Gloria Del Church
National Historic Site
Park Photo
NPS photo

Gloria Dei (Old Swedes') Episcopal Church in South Philadelphia is the oldest church building in Pennsylvania, and among the oldest in the country. The attractive building, constructed of Flemish bond, and black header brick, was built between the years 1698 and 1700 for Swedish settlers. After serving as the Swedish Lutheran Church for almost 150 years, Gloria Dei became a part of the Episcopal Church in 1845. Because of its unique historical significance, Gloria Dei Church was designated as a National Historic Site in 1942, six years before Independence Hall. The Gloria Dei congregation owns and maintains the church and the related buildings, its ministry, and the grounds. The National Park Service has provided the church with additional land to create an appropriate setting against the encroaching urban environment.

New Sweden

Swedish colonists arrived in America in 1638, settling first in present day Wilmington, Delaware. In 1643, a second group arrived upon the ships Fogel Grip, and Kalmar Nyckel, and settled in the area between Trenton, New Jersey, and the Delaware Bay. Their leader, Governor Johan Printz, established the area as New Sweden. The colonists were unique in that they kept good relations with the Native Americans who were already settled in the area by showing an exceptional friendliness and respect for their neighbors. The Swedes were not able to retain power in this area; eventually the colony was brought under Dutch, and then British, control. New Sweden did not flourish, but the Swedish churches survived.

As the Swedish settled along the Delaware from Tinicum to Wicaco (a Native American name meaning "peaceful place" for the area now known as South Philadelphia) a site was needed for a permanent place of worship. The first church was a modified log house (owned by Sven Svenson) which was completed in 1677. To satisfy the Swedish colonists who settled along the Schuylkill, as well as those living on the Delaware, the church moved to the site where Gloria Dei was built in 1698. Under the 1701 Charter of Privileges the Swedish Church continued to thrive in Penn's colony where religious tolerance was law.

Nils Collin During the American Revolution

Nils Collin, the Swedish pastor who served Gloria Dei from 1784 to 1831, was a close friend of the eminent Benjamin Franklin. In fact, the remains of an early lightening rod (which is visible on the church's exterior) are reputedly a result of this friendship. Collin seemed to remain neutral during the Revolutionary War, although he was accused by both the Americans and the British of siding with the enemy. Collin, however, insisted that his loyalties remained with the King of Sweden, The extensive writings of this interesting figure are a part of Gloria Dei's archives, and Nils Collin is buried under the floor of the church.

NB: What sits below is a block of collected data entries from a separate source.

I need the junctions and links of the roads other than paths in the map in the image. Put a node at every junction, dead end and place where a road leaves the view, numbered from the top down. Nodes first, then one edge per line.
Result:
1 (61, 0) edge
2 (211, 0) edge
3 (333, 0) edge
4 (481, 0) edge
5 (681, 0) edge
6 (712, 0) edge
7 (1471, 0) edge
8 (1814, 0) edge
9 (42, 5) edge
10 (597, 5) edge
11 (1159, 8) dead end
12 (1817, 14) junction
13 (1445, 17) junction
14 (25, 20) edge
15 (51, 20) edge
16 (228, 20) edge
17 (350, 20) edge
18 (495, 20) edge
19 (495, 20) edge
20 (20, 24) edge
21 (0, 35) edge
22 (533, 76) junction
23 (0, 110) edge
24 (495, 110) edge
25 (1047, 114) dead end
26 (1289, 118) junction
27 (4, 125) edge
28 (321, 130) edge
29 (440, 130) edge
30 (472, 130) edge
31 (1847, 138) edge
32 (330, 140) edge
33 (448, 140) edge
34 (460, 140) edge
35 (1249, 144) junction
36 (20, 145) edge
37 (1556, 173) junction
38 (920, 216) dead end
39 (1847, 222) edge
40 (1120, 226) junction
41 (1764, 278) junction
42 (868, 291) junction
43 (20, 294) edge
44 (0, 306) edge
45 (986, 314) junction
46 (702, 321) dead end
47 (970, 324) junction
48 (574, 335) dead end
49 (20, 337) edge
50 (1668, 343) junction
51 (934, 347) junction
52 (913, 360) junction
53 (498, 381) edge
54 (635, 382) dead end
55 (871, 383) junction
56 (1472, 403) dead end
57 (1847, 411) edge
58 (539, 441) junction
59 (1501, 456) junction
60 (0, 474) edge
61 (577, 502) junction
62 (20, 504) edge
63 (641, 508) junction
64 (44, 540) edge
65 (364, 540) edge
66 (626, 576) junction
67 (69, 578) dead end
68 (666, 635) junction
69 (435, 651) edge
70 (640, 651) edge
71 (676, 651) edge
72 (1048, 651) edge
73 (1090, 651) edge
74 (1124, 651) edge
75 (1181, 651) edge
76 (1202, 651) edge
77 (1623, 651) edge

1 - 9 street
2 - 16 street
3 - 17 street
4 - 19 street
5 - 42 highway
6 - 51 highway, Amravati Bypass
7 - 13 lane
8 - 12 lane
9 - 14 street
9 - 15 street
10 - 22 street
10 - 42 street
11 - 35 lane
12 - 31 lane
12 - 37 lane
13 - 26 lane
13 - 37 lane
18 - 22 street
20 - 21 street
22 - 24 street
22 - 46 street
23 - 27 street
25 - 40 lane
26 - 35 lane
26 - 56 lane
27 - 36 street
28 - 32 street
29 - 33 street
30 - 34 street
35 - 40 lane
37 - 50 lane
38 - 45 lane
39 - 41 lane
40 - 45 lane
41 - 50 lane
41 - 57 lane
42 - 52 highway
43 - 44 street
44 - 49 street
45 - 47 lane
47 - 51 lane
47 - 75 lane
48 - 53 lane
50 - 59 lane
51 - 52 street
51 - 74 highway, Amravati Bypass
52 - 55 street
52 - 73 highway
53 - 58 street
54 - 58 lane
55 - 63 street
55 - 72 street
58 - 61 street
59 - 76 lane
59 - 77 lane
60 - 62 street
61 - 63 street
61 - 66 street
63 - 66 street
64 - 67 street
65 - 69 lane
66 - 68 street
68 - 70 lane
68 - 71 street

Gloria Dei in the Nineteenth and Twentieth Centuries

In 1845, Gloria Dei joined the Diocese of Pennsylvania of the Episcopal Church, and has so remained to the present day. Prior to this the Sexton's house, and the present rectory were constructed. After 1845, the interior was extensively renovated, and balconies were added to accommodate larger crowds. Dr. John Craig Roak, Gloria Dei's rector from 1933 to 1972, helped to ensure the preservation of the church. Largely because of his efforts Gloria Dei Church was, indeed, established as a National Historic Site in 1942.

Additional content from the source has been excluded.